Data for processing Start Marker

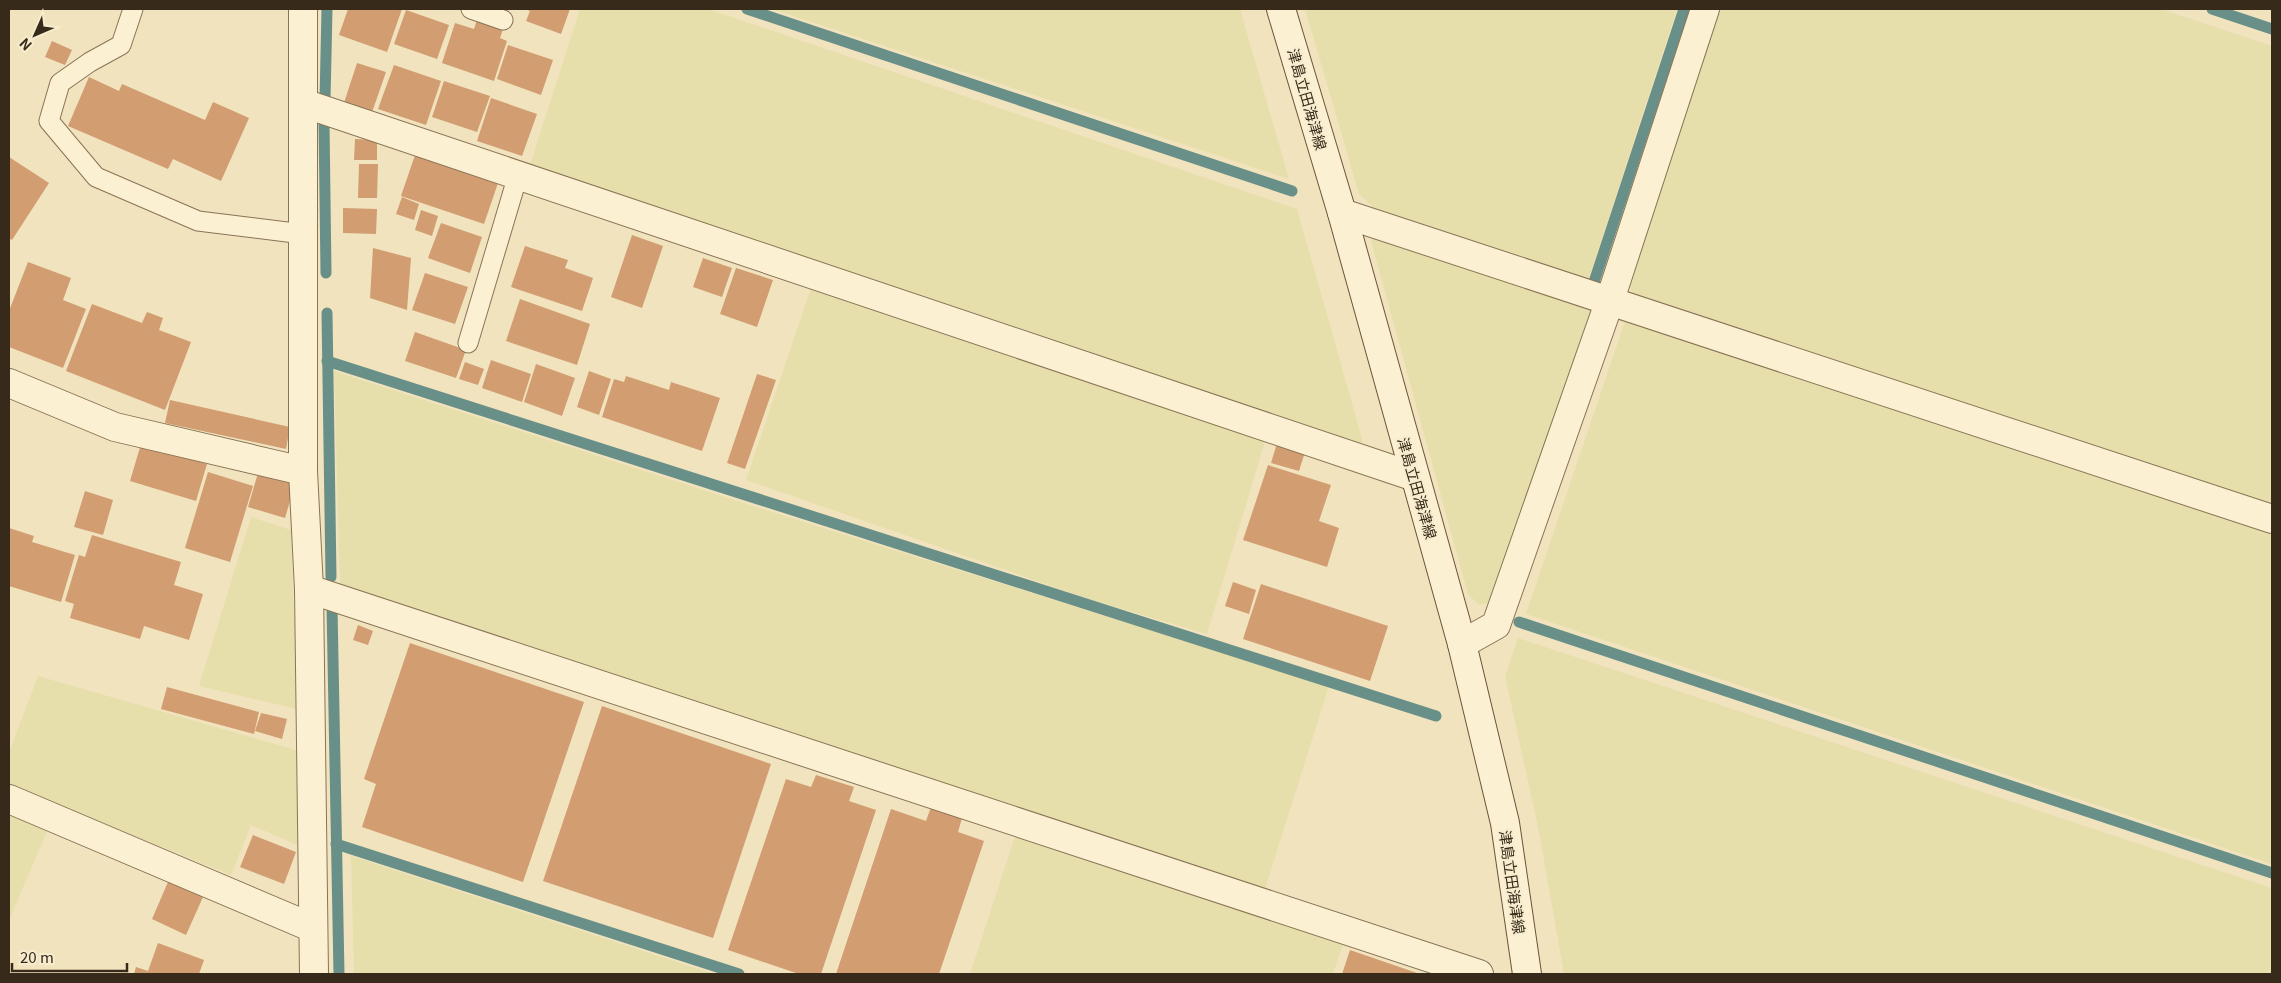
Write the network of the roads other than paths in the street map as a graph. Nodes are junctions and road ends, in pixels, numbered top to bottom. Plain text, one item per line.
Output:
1 (133, 9) edge
2 (303, 9) edge
3 (471, 9) edge
4 (1281, 9) edge
5 (1705, 9) edge
6 (503, 20) dead end
7 (303, 103) junction
8 (518, 175) junction
9 (1342, 213) junction
10 (303, 234) junction
11 (1610, 300) junction
12 (468, 343) dead end
13 (9, 383) edge
14 (303, 471) junction
15 (1415, 477) junction
16 (2272, 519) edge
17 (308, 589) junction
18 (1462, 644) junction
19 (9, 799) edge
20 (312, 928) junction
21 (314, 974) edge
22 (1478, 974) edge
23 (1527, 974) edge

1 - 10 lane
2 - 7 street
3 - 6 lane
4 - 9 street, 津島立田海津線
5 - 11 street
7 - 8 street
7 - 10 street
8 - 12 lane
8 - 15 street
9 - 11 street
9 - 15 street, 津島立田海津線
10 - 14 street
11 - 16 street
11 - 18 street
13 - 14 street
14 - 17 street
15 - 18 street, 津島立田海津線
17 - 20 street
17 - 22 street
18 - 23 street, 津島立田海津線
19 - 20 street
20 - 21 street

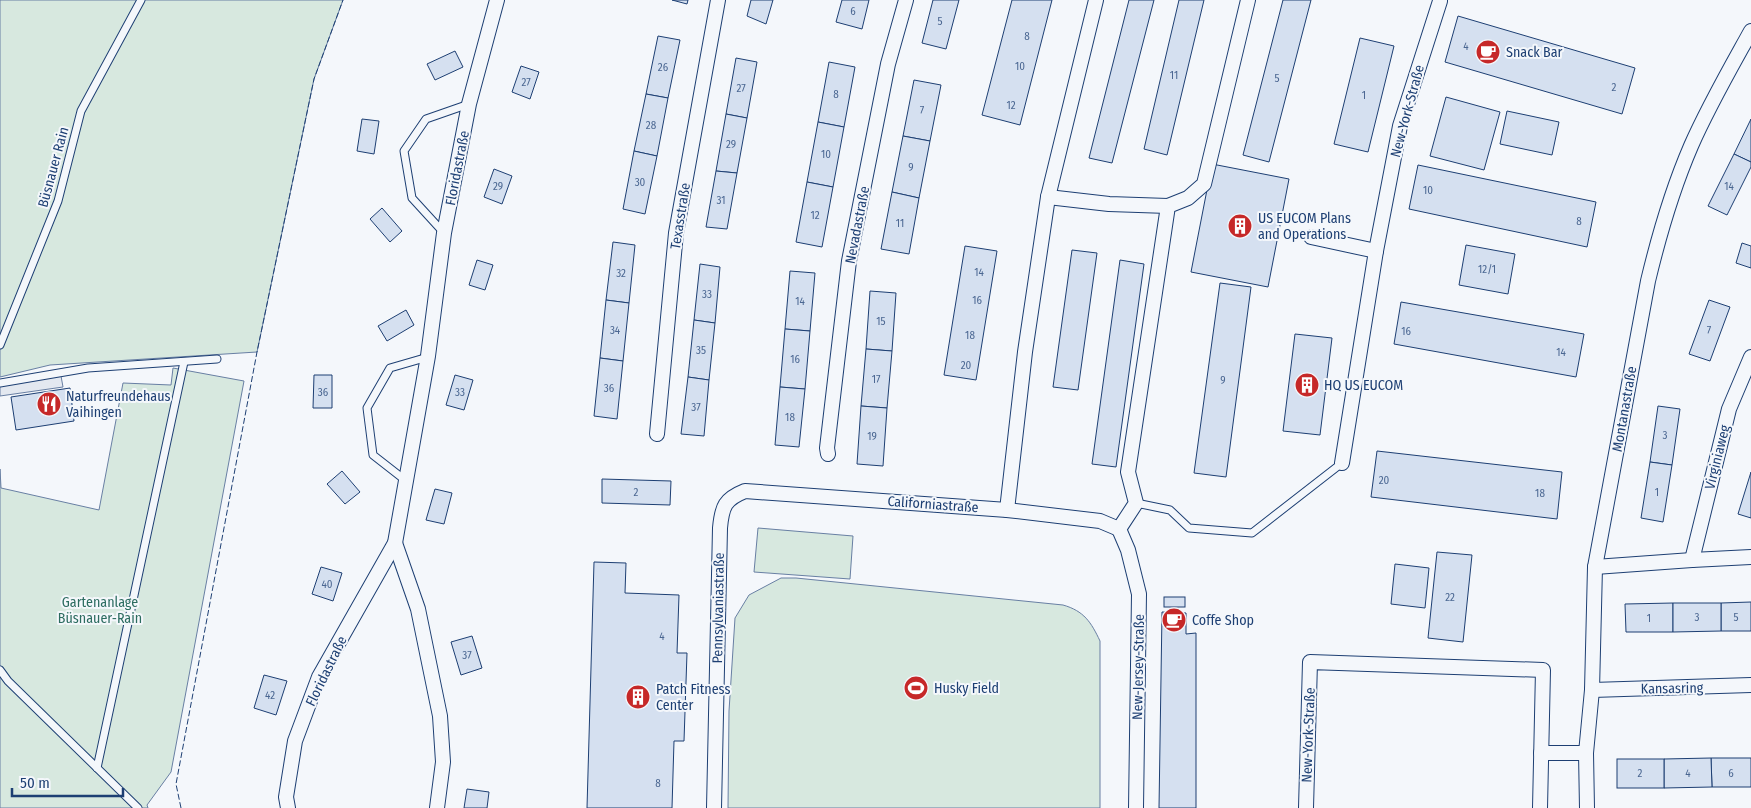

Data for processing End Marker

■ **Your assignment**:
A faithful copy of the records above, without images, is what to give back.

■ **Your solution**:
Write the network of the roads other than paths in the street map as a graph. Nodes are junctions and road ends, in pixels, numbered top to bottom. Plain text, one item per line.
Output:
1 (133, 9) edge
2 (303, 9) edge
3 (471, 9) edge
4 (1281, 9) edge
5 (1705, 9) edge
6 (503, 20) dead end
7 (303, 103) junction
8 (518, 175) junction
9 (1342, 213) junction
10 (303, 234) junction
11 (1610, 300) junction
12 (468, 343) dead end
13 (9, 383) edge
14 (303, 471) junction
15 (1415, 477) junction
16 (2272, 519) edge
17 (308, 589) junction
18 (1462, 644) junction
19 (9, 799) edge
20 (312, 928) junction
21 (314, 974) edge
22 (1478, 974) edge
23 (1527, 974) edge

1 - 10 lane
2 - 7 street
3 - 6 lane
4 - 9 street, 津島立田海津線
5 - 11 street
7 - 8 street
7 - 10 street
8 - 12 lane
8 - 15 street
9 - 11 street
9 - 15 street, 津島立田海津線
10 - 14 street
11 - 16 street
11 - 18 street
13 - 14 street
14 - 17 street
15 - 18 street, 津島立田海津線
17 - 20 street
17 - 22 street
18 - 23 street, 津島立田海津線
19 - 20 street
20 - 21 street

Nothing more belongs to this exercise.